Juliettee: Cultivating a relationship to the salp’uri dance form took a leap and feeling my way into it. I had seen footage of this dance being performed and was haunted by the contrast between its deliberate tempo in careful steps and the energetic discharge I felt in the sash as the dancer tossed it aloft to hang slowly in the air, and the power with which they pulled it down in a fast flick. I reached out to Korean dance programs in Washington DC, New York, and Philadelphia to inquire about studying with them. The only teacher who got back to me was the one based in Philadelphia, who informed me that she had retired but could work with me to learn fan dances. When I expressed my specific interest in salp’uri she told me she did not teach that form as it wasn’t “Christian” and encouraged me to consider the fan dances instead. This made me incredibly sad, as I felt that something incredibly deep rooted about Korean-ness was being denied to me. I also saw Christian neo-colonialism eroding something deep that should be treasured; I felt outraged and deeply betrayed by this elder.

Her concerns around salp’uri are probably related to it’s shamanic roots. It’s often been described as a dance of exorcism, but for me I see healing and psychic discharge—a way of integrating and releasing anguish. It’s a dance that is deeply threaded through with Korean Han, that very hard to describe cultural ethos that shapes a specific melancholy, anguish, and intensity that roots deeply in Korean identity.

When I heard this from her and realized I likely would not be able to find willing teachers, I took a leap and decided to try and work through the dance form myself. I’m careful to describe what I do as more of a poaching than a faithful performing of it—I feel lawless, but also righteous in my exploration.

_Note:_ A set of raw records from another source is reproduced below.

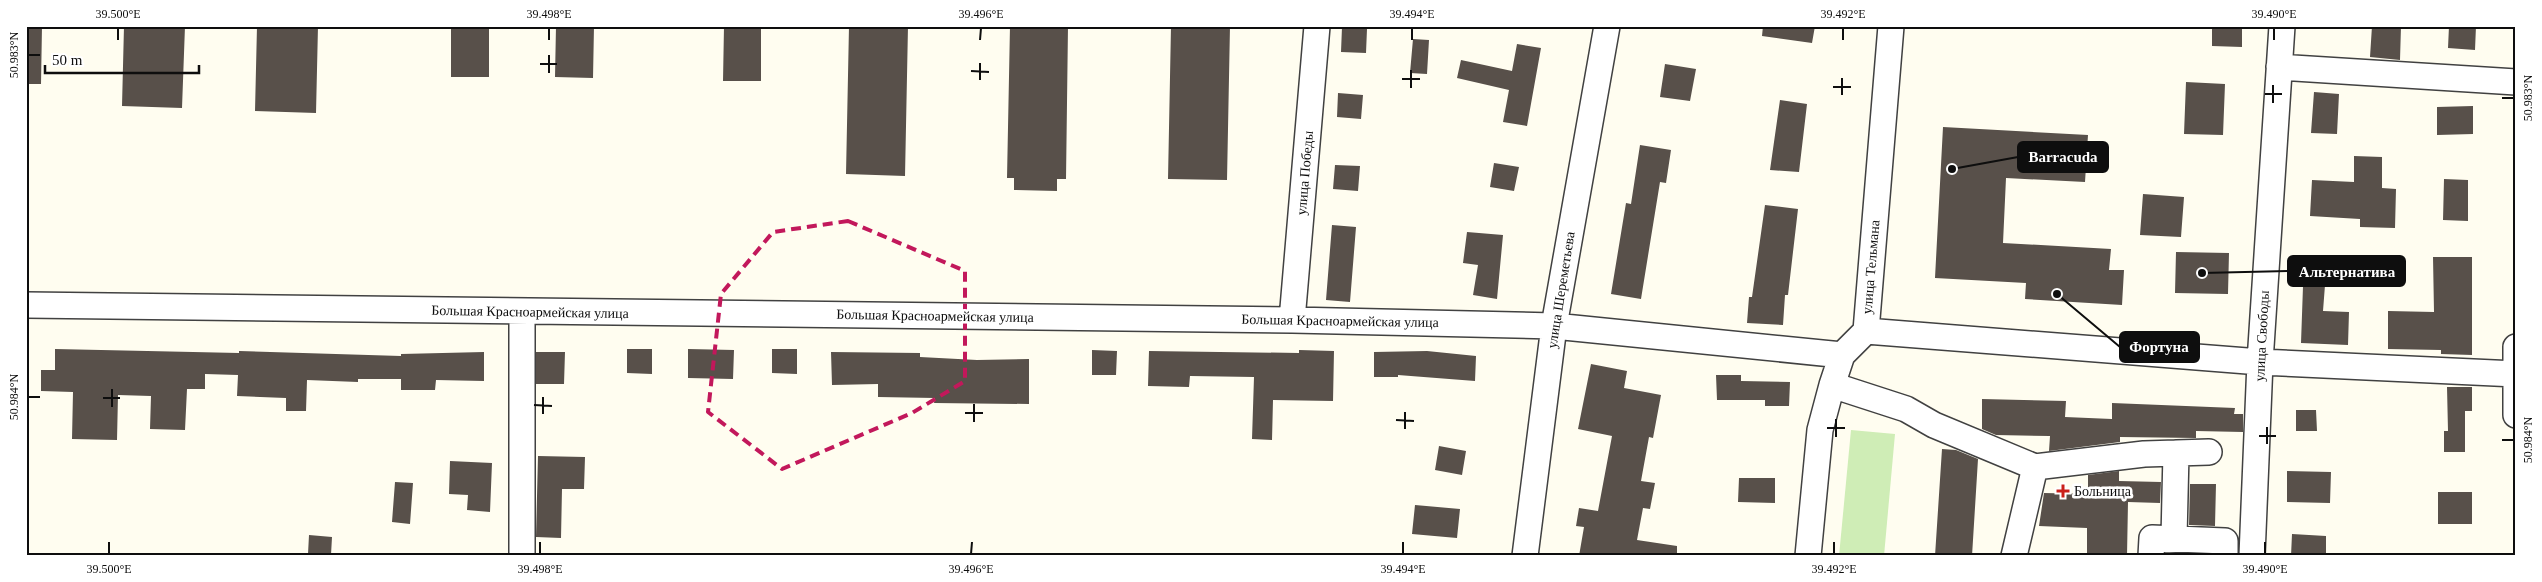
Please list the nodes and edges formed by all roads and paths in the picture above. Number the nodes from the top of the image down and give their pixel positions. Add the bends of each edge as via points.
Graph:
1 (1317, 26) edge
2 (1607, 26) edge
3 (1891, 26) edge
4 (2282, 26) edge
5 (2279, 67) junction
6 (2516, 82) edge
7 (26, 306) edge
8 (522, 313) junction
9 (1292, 320) junction
10 (1554, 326) junction
11 (1866, 331) junction
12 (2516, 347) edge
13 (1842, 355) junction
14 (2260, 362) junction
15 (2515, 374) edge
16 (1832, 385) junction
17 (2516, 415) edge
18 (2208, 452) dead end
19 (2176, 453) junction
20 (2034, 468) junction
21 (2174, 538) junction
22 (522, 556) edge
23 (1526, 556) edge
24 (1808, 556) edge
25 (2014, 556) edge
26 (2151, 556) edge
27 (2225, 556) edge
28 (2252, 556) edge

1 - 9 street, улица Победы
2 - 10 street, улица Шереметьева
3 - 11 street, улица Тельмана
4 - 5 street, улица Свободы
5 - 6 street
5 - 14 street, улица Свободы
7 - 8 street, Большая Красноармейская улица
8 - 9 street, Большая Красноармейская улица
8 - 22 street
9 - 10 street, Большая Красноармейская улица
10 - 13 street, Большая Красноармейская улица
10 - 23 street, улица Шереметьева
11 - 13 street, улица Тельмана
11 - 14 street
12 - 15 street
13 - 16 street, улица Тельмана
14 - 15 street
14 - 28 street, улица Свободы
15 - 17 street
16 - 20 street via 1906,408 1934,425
16 - 24 street, улица Тельмана via 1820,430
18 - 19 street
19 - 20 street
19 - 21 street
20 - 25 street
21 - 26 street via 2152,538
21 - 27 street via 2225,541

I have not had formal training, and the gestures I find myself moving into are not gestures that were shown to me. However, when I started with the movement, I felt strongly that I was in spiritual alignment with the dance form’s roots, as my goal was to communicate—to transform my body into a conduit that could transmit and receive. I wanted to gather and release this intense planetary precarity, sorrow, and resilience towards life that I felt surging through everything—and I feel I accomplish this when I move thoughtfully in what I feel is a salp’uri alignment.

 

 

Snigdha: Aerial Concave investigates the blue light of solar collapse and its relationship to a deep state of grief. Yet the cover is red, which also offers a different dimension to the exploration of light in your book. Can you speak to the cover choice and the significance of the colour?

Juliette: I have felt inundated with blueness ever since I wrote Solar Maximum and continue to feel quite haunted by it. Perhaps my last several books have been attempts to discharge that blue… as a writer, I began to suspect I was tinted with the blueness of catastrophe and stopped writing for about two years. It’s hard to walk about and feel a glacial bucket slowly tipping inside your heart, but that’s how I felt. I distracted myself with new jobs and a move and attempts at domestic cohabitation. Obviously I didn’t stop writing—yet when I came back to it, the blue remained. I’m making some peace with that?

That blue still emanates throughout this book, but I also wanted the cover to reflect back an embodied warmth, which I feel is present in the more explicit dance references in these works. When I was communicating with Nightboat’s designers, I described the fleshy red of sunlight through closed eyelids, which I can recall and feel with intense acuity when I remember napping in the family station wagon as my mother drove home on summer days. That red is nostalgic, familiar, internal, but also encompassing. My child consciousness was not just my body, but the vehicle, the way the tires gripped the road, the oaks that flickered their shadows as we swept by. The red is intimate and personal in ways that the blue was maybe not communicating as explicitly. I love that the cover also looks like a captured photon. I love that sense of flight, of duration. It feels accurate to this text.

 

 

Snigdha: The book straddles the lines between many genres and types of writing, from investigative to ecopoetics to dance-poetry to lyric and episodic. How did you approach and cultivate the shifting and intermingling genres in the book?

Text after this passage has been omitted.